Exercise: The expected output is the complete listing, copied exactly.

==========

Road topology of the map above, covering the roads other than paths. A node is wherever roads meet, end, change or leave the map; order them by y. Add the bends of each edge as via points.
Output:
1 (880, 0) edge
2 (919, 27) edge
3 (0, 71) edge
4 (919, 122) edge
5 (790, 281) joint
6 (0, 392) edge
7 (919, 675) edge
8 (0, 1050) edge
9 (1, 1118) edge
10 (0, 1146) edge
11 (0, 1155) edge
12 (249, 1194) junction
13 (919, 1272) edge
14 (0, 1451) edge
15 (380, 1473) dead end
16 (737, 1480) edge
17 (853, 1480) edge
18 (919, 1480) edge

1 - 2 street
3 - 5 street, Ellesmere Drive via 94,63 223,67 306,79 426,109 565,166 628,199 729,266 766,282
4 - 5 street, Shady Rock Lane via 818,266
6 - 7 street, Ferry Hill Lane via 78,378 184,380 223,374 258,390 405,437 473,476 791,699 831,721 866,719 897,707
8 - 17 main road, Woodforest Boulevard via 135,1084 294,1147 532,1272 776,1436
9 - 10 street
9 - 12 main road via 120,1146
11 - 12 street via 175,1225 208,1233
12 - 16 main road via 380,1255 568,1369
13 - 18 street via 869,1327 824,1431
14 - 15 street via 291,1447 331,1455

==========

Written solution:
Road topology of the map above, covering the roads other than paths. A node is wherever roads meet, end, change or leave the map; order them by y. Add the bends of each edge as via points.
Output:
1 (880, 0) edge
2 (919, 27) edge
3 (0, 71) edge
4 (919, 122) edge
5 (790, 281) joint
6 (0, 392) edge
7 (919, 675) edge
8 (0, 1050) edge
9 (1, 1118) edge
10 (0, 1146) edge
11 (0, 1155) edge
12 (249, 1194) junction
13 (919, 1272) edge
14 (0, 1451) edge
15 (380, 1473) dead end
16 (737, 1480) edge
17 (853, 1480) edge
18 (919, 1480) edge

1 - 2 street
3 - 5 street, Ellesmere Drive via 94,63 223,67 306,79 426,109 565,166 628,199 729,266 766,282
4 - 5 street, Shady Rock Lane via 818,266
6 - 7 street, Ferry Hill Lane via 78,378 184,380 223,374 258,390 405,437 473,476 791,699 831,721 866,719 897,707
8 - 17 main road, Woodforest Boulevard via 135,1084 294,1147 532,1272 776,1436
9 - 10 street
9 - 12 main road via 120,1146
11 - 12 street via 175,1225 208,1233
12 - 16 main road via 380,1255 568,1369
13 - 18 street via 869,1327 824,1431
14 - 15 street via 291,1447 331,1455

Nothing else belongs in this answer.